Effectivement, les élèves de leur classe se rangent devant la porte de la cantine.Les deux amies en font autant, bavardant en attendant leur tour. Un garçon de leur classe, rangé devant elles, les interrompt alors.

– Quoi ? Qu'est-ce que tu veux ? le questionne Juliette.

– C'est vra ique lorsqu'on serre un peu le bras de Lise, elle a tout de suite mal ?

– C'est quoi cette question ? s'étonne l'intéressée.

– C'est une rumeur. Je veux savoir si c'est vrai, c'est tout.

Déterminée, Lise relève le défi et lui tend son bras fin. Le garçon s'en empare et serre. Fort. Très fort. Si fort que Lise crie pour qu'il arrête.

– Mais ça va pas la tête ? s'exclame-t-elle. T'es allé trop fort, c'est pas du jeu !

– Non non, c'était pas fort, proteste-il. Je te jure c'est la vérité. En fait, t'es qu'une mauviette.

Et il se détourne pour en faire part à ses copains. Lise, abasourdie, sent la colère monter en elle. Mais trop tard. En un rien de temps, toute la bande de garçons est informée de ce qu'il vient de se passer.

– En même temps c'est pas très étonnant ! fait remarquer l'un. T'as vu comme elle est maigre !

– Un coup de vent, et hop ! Je paris qu'elle s'envole !

– Il paraît aussi qu'elle est plus légère qu'une plume. On vérifie ?

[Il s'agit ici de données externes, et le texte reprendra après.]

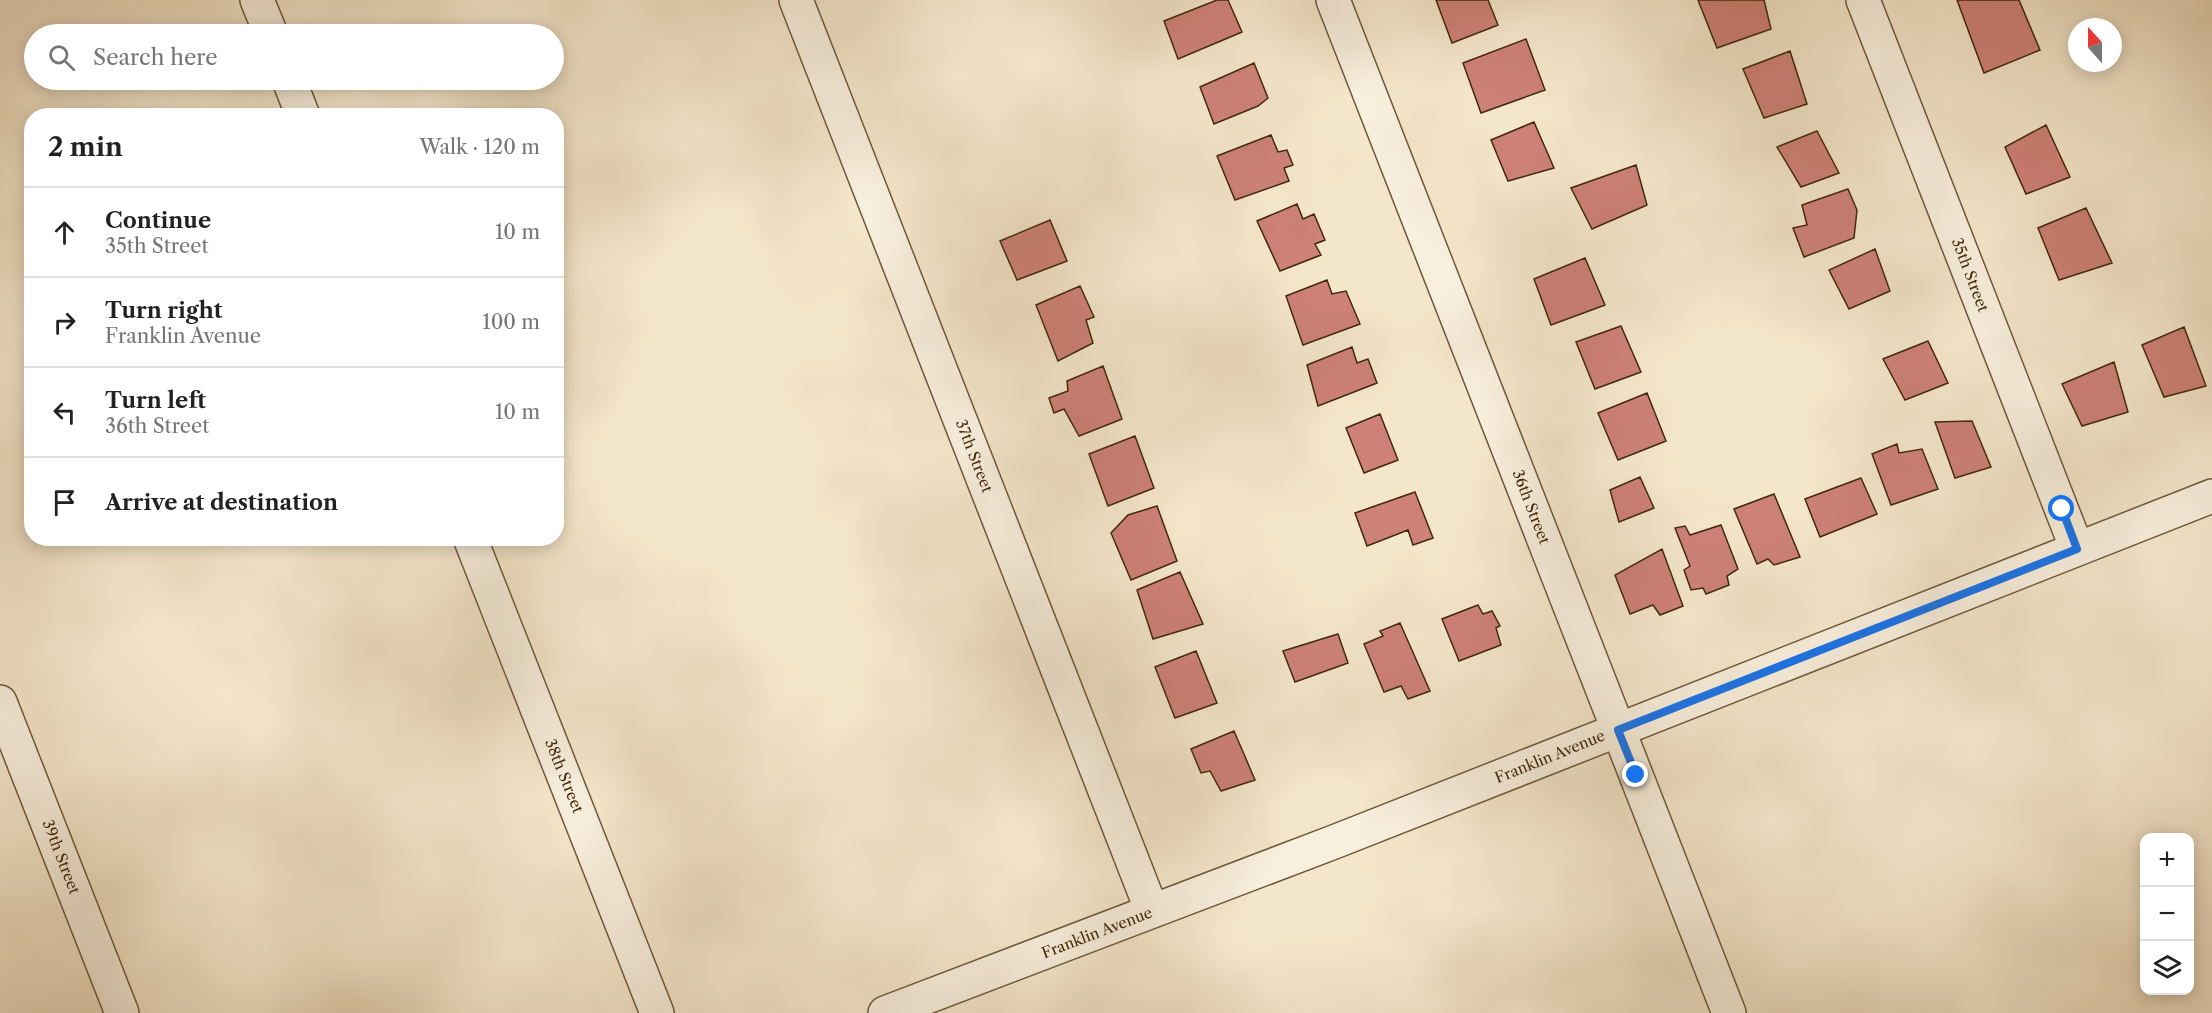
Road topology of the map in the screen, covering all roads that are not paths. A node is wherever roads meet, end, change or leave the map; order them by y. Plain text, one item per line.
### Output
1 (257, 0) edge
2 (796, 0) edge
3 (1333, 0) edge
4 (1863, 0) edge
5 (267, 24) edge
6 (293, 90) edge
7 (300, 108) edge
8 (2212, 496) edge
9 (473, 546) edge
10 (2077, 549) junction
11 (0, 702) edge
12 (1618, 730) junction
13 (1152, 911) junction
14 (122, 1013) edge
15 (657, 1013) edge
16 (885, 1013) edge
17 (1729, 1013) edge

1 - 5 street
2 - 13 street, 37th Street
3 - 12 street, 36th Street
4 - 10 street, 35th Street
6 - 7 street
8 - 10 street, Franklin Avenue
9 - 15 street, 38th Street
10 - 12 street, Franklin Avenue
11 - 14 street, 39th Street
12 - 13 street, Franklin Avenue
12 - 17 street, 36th Street
13 - 16 street, Franklin Avenue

Lise regarde les garçons s'avancer vers elle avec effroi, impuissante. Ils font tous cinq bons centimètres de plus qu'elle, qui paraît minuscule à côté d'eux. L'un d'eux l'entoure de ses gros bras et la soulève du sol comme si elle ne pesait rien. Lise crie. Elle a toujours détesté qu'on la porte. Que ce soit l'un de ces répugnants garçon de la bande la dégoûte encore plus. Il lui serre trop autour de la hanche, elle a mal. Les larmes aux yeux, elle le supplie :

– Arrête ! Arrête, s'il te plaît... Tu me fais mal !

Le garçon se tourne vers sa bande, le sourire aux lèvres, avant de rire aux éclats avec eux. Enfin, il lâche Lise sans plus de ménagement. Elle manque de tomber en retouchant le sol et n'a qu'une envie,pleureur toutes les larmes de son corps.

– Mais vous êtes trop bêtes et méchants ! s'écrie Juliette, qui avait jusqu'à maintenant regardé la scène avec impuissance.

– Oh, c'est bon, c'est pour rire...

Ils reviennent à leur place pendant que Juliette prend sa meilleure amie dans ses bras pour la réconforter.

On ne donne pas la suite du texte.